About this task: Check each line of the records below and collect those that include the word "junctions".

Stored records
───

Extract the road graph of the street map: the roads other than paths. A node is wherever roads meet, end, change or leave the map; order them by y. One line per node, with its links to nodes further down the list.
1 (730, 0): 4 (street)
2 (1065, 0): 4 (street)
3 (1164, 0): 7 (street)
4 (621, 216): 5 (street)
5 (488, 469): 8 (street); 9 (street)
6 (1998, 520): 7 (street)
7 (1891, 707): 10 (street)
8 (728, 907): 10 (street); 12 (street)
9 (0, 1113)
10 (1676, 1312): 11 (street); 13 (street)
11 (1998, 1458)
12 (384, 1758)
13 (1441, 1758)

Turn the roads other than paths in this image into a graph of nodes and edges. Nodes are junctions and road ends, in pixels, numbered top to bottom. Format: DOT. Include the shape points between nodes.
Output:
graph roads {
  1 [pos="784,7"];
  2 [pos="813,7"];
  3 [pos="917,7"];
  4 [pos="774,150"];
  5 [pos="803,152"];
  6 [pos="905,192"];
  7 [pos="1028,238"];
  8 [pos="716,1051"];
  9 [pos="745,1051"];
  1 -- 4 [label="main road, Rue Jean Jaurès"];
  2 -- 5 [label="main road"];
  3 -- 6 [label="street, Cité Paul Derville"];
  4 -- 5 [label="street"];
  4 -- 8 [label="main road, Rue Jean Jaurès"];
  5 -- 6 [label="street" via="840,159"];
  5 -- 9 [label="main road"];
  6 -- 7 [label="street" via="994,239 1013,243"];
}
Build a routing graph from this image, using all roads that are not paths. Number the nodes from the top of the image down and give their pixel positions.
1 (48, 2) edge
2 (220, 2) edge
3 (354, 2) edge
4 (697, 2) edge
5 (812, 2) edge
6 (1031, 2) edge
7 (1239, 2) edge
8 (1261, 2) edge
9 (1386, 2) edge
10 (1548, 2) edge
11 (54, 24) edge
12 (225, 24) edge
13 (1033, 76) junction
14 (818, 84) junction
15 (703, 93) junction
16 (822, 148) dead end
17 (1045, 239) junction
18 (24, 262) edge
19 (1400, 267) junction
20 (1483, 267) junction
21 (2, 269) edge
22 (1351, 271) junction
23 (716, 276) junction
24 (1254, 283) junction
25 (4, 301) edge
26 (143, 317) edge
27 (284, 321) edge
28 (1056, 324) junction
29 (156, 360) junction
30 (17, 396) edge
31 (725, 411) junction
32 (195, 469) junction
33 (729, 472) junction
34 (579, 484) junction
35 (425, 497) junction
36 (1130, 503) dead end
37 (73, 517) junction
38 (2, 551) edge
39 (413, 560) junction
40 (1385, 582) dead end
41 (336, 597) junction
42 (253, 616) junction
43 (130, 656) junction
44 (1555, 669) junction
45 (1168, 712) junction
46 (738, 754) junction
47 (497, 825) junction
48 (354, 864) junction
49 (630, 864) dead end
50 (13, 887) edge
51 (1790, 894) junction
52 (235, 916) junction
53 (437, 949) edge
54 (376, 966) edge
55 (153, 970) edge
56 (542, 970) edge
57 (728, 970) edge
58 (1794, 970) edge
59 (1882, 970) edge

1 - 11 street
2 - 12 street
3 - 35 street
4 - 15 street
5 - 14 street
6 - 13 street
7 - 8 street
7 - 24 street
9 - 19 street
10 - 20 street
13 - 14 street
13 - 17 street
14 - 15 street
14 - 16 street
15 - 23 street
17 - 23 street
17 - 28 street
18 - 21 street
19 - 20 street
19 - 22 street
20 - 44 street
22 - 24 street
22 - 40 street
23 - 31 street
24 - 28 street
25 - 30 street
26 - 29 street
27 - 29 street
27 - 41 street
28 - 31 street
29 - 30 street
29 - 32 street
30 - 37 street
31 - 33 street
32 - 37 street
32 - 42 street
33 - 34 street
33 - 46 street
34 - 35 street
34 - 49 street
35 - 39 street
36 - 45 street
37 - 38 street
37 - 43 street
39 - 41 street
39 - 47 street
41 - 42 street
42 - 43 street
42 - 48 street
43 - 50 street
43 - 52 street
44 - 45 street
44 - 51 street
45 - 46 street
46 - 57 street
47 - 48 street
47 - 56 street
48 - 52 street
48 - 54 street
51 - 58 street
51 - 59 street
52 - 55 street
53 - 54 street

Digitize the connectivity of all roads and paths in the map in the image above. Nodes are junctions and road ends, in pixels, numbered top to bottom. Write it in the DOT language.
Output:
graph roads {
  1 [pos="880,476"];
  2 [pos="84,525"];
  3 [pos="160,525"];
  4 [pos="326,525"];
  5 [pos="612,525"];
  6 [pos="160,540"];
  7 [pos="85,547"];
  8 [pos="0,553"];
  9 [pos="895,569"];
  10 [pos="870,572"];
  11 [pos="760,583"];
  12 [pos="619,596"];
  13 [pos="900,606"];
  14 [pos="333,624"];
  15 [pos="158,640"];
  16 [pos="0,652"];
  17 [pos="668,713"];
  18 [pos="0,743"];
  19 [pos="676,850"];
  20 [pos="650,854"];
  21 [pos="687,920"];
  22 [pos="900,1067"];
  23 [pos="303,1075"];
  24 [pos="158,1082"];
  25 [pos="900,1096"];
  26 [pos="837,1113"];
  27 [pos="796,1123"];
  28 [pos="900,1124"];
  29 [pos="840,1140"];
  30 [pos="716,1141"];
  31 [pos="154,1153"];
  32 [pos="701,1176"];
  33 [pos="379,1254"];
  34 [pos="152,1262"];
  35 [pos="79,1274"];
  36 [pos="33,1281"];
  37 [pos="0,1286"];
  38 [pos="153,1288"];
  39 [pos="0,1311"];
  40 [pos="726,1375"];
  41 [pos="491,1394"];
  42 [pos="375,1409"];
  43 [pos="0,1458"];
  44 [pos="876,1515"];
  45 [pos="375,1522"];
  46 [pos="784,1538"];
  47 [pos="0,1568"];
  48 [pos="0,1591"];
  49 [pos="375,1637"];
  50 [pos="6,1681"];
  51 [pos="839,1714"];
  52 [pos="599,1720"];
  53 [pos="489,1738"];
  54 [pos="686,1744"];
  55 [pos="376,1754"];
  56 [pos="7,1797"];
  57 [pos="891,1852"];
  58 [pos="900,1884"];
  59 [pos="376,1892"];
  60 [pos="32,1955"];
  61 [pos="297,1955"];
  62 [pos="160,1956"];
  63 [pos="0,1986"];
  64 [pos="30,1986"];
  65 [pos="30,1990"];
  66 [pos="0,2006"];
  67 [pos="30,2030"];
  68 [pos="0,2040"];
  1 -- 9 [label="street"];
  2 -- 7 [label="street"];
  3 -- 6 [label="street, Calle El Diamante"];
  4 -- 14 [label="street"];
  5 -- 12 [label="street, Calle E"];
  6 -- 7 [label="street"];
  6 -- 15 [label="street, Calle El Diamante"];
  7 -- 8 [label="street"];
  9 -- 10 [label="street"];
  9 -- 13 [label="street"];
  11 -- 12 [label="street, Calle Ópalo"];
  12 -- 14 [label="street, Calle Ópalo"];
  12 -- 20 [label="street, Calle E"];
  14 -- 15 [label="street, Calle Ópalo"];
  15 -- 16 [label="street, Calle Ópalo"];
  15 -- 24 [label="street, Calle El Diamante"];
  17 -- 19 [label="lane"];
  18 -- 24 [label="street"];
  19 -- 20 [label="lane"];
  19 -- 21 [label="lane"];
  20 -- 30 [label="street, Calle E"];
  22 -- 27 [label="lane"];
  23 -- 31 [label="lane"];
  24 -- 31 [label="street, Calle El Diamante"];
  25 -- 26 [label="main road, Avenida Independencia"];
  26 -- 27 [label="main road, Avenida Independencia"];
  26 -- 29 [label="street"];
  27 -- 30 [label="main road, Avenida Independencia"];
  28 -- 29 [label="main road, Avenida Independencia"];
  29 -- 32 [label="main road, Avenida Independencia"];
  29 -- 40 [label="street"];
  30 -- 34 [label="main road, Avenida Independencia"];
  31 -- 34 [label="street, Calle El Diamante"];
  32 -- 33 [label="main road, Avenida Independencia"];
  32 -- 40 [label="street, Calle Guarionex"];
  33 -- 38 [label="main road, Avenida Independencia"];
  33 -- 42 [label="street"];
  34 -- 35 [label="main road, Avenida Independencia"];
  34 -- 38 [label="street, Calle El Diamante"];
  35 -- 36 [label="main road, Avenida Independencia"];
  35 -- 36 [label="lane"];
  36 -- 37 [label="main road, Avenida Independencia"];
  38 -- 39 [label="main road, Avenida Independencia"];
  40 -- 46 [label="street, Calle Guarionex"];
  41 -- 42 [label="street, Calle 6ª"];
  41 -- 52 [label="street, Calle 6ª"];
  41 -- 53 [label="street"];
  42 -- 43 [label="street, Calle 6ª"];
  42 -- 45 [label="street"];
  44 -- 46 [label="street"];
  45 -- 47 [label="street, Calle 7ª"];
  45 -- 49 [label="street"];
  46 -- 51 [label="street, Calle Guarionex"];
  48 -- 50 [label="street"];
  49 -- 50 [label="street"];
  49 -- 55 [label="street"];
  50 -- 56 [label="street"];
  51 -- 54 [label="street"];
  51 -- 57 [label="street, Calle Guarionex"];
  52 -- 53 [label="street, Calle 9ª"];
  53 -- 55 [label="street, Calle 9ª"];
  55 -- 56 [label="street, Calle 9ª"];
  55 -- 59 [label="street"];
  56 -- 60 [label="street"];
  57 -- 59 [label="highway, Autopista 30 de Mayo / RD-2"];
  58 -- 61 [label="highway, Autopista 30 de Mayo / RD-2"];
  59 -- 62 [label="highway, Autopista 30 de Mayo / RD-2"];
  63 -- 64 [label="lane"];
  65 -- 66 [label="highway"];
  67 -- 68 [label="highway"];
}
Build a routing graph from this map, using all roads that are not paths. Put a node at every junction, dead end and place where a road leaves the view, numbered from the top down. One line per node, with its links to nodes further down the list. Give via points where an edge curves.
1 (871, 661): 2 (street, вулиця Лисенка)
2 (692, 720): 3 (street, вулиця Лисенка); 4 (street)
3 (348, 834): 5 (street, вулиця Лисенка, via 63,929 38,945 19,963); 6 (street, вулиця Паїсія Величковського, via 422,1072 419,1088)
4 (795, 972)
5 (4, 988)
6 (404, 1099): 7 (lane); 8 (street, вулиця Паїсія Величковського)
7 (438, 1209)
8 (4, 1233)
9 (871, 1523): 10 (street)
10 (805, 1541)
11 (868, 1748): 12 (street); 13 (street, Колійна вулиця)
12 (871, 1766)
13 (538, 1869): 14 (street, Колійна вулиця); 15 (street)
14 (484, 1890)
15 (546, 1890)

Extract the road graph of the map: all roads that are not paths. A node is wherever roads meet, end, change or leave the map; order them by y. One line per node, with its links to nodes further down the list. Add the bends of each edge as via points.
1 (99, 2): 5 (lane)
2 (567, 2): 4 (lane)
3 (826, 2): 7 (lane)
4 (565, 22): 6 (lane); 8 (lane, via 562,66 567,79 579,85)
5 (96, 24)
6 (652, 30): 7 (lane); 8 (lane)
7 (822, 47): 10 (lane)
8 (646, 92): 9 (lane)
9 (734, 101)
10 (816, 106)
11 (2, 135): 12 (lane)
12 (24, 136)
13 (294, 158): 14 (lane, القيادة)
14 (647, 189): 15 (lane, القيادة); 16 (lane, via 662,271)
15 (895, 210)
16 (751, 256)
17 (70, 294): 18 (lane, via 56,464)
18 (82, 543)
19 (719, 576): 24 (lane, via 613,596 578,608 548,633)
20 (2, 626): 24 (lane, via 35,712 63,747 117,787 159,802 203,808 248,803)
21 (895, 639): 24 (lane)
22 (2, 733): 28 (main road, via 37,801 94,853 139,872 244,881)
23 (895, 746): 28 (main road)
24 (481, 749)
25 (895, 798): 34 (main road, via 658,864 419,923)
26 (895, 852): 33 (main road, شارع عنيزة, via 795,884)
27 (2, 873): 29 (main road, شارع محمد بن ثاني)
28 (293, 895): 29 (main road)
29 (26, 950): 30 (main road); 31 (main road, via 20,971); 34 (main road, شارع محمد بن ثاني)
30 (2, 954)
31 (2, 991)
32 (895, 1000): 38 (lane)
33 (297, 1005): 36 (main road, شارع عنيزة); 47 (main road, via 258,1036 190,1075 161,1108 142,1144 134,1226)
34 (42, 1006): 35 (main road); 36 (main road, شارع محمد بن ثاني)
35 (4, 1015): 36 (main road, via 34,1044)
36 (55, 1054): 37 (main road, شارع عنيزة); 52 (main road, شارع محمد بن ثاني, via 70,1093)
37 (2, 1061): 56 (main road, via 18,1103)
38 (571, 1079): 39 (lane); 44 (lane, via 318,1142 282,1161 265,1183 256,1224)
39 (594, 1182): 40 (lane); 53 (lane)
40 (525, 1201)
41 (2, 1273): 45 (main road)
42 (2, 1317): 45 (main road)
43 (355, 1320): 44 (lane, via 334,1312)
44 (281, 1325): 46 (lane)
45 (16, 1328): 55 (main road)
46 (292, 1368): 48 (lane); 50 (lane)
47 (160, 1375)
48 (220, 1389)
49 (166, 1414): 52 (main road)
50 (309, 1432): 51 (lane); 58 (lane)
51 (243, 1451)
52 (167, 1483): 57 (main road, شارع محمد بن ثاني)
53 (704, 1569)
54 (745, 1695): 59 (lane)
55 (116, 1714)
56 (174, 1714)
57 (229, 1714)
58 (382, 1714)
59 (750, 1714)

───

Problem solution:
Turn the roads other than paths in this image into a graph of nodes and edges. Nodes are junctions and road ends, in pixels, numbered top to bottom. Format: DOT. Include the shape points between nodes.
Digitize the connectivity of all roads and paths in the map in the image above. Nodes are junctions and road ends, in pixels, numbered top to bottom. Write it in the DOT language.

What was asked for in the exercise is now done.